§ **Exercise directions**:
Scan the entries below for the word "Márcio". Copy each line that has it.

Information below:

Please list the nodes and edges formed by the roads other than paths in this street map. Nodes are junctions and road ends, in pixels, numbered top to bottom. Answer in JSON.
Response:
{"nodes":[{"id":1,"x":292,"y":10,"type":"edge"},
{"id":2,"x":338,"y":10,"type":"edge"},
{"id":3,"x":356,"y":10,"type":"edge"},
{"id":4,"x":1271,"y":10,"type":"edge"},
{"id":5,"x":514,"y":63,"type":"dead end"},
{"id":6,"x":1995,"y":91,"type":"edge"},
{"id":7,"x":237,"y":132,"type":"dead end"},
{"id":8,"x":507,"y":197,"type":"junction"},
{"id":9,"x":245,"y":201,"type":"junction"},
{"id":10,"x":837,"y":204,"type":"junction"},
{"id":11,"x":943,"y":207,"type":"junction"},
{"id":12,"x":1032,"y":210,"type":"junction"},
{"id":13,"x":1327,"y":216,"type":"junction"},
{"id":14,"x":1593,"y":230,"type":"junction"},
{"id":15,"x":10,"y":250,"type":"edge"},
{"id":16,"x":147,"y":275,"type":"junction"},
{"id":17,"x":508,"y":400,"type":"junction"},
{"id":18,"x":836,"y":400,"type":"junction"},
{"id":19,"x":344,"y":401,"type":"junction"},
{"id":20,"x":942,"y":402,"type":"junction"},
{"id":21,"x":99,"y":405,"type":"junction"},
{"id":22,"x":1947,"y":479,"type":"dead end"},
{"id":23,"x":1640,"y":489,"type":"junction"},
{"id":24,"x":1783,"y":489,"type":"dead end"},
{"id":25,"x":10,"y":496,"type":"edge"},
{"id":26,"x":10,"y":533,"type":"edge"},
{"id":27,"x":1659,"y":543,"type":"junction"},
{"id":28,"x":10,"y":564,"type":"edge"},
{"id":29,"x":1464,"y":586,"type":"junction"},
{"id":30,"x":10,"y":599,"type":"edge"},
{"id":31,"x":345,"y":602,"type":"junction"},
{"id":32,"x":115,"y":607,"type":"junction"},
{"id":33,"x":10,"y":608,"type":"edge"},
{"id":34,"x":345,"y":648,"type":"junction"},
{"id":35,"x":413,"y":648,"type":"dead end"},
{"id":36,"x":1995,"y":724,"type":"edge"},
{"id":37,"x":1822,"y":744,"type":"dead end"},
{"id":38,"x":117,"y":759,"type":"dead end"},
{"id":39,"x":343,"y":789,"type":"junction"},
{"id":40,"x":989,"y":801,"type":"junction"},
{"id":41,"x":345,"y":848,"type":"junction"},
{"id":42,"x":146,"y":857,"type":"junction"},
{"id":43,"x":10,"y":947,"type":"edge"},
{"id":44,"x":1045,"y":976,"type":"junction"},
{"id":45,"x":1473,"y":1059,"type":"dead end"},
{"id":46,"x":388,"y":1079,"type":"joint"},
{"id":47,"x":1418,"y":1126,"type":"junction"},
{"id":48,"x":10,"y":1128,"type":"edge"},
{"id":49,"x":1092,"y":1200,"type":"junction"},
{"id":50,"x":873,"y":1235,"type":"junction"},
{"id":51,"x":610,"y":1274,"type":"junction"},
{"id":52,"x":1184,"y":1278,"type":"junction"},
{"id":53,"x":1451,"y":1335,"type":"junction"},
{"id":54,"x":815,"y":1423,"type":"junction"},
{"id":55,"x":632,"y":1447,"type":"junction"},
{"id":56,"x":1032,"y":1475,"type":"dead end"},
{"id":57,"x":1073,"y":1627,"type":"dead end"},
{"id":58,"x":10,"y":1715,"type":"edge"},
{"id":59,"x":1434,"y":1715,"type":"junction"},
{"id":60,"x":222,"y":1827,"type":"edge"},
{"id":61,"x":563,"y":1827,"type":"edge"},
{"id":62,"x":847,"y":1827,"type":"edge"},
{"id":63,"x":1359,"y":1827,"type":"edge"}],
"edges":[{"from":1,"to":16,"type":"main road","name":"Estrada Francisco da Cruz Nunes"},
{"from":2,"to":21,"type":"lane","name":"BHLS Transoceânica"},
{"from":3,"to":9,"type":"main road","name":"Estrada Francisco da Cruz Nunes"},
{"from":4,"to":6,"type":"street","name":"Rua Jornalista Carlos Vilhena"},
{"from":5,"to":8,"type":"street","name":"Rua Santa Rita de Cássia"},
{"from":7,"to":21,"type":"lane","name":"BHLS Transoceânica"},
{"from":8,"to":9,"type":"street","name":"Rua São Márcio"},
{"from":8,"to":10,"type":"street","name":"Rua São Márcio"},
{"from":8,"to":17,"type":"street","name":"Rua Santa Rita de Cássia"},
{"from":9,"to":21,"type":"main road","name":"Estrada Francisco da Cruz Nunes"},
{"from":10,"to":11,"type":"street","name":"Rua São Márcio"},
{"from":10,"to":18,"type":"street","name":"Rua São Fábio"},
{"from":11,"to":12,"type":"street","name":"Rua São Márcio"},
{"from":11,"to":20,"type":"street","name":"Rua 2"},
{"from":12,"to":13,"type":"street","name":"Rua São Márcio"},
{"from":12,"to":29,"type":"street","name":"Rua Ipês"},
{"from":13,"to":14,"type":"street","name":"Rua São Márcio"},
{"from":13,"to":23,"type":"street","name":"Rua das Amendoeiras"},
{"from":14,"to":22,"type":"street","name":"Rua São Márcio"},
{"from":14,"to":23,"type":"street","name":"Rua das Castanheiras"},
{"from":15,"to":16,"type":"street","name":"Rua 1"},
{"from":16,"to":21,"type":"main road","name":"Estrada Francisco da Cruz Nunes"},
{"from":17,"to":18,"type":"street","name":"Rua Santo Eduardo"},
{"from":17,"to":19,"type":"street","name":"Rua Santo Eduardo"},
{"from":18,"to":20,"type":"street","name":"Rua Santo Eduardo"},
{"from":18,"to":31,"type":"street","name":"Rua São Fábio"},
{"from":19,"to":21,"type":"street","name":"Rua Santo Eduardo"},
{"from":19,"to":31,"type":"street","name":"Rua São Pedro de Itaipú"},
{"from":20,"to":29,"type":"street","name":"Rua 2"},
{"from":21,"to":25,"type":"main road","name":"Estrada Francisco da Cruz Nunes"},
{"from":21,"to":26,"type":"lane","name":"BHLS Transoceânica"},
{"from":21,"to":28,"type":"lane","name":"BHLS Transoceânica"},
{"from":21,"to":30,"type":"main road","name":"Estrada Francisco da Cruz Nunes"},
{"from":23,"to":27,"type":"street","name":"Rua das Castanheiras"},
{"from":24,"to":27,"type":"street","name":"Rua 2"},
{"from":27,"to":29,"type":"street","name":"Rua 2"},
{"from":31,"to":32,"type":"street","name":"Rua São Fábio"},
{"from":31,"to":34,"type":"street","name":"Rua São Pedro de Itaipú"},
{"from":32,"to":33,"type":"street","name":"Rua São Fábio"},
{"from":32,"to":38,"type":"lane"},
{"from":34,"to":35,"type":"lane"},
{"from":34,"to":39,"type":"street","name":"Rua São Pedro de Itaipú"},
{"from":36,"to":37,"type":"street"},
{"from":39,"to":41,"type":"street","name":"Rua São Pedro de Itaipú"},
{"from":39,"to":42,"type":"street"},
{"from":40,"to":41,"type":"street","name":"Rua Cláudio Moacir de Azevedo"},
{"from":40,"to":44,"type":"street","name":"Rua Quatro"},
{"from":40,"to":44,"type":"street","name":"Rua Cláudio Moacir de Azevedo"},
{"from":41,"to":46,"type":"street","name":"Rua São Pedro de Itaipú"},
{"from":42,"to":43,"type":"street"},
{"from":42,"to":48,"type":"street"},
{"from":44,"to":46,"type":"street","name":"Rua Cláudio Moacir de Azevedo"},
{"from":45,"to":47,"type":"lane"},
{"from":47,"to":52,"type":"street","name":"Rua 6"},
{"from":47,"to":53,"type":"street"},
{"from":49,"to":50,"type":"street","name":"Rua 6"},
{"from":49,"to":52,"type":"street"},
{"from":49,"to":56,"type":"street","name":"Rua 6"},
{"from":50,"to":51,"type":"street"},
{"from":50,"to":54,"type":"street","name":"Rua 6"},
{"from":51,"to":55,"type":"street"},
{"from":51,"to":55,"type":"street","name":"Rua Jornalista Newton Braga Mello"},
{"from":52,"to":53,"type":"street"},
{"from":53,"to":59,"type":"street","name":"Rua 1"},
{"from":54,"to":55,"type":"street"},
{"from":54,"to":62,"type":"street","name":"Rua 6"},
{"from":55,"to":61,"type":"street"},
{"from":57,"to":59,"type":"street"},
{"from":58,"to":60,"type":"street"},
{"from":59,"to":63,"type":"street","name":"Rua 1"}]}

End of Information.

§ **Response to the exercise**:
{"from":8,"to":9,"type":"street","name":"Rua São Márcio"},
{"from":8,"to":10,"type":"street","name":"Rua São Márcio"},
{"from":10,"to":11,"type":"street","name":"Rua São Márcio"},
{"from":11,"to":12,"type":"street","name":"Rua São Márcio"},
{"from":12,"to":13,"type":"street","name":"Rua São Márcio"},
{"from":13,"to":14,"type":"street","name":"Rua São Márcio"},
{"from":14,"to":22,"type":"street","name":"Rua São Márcio"},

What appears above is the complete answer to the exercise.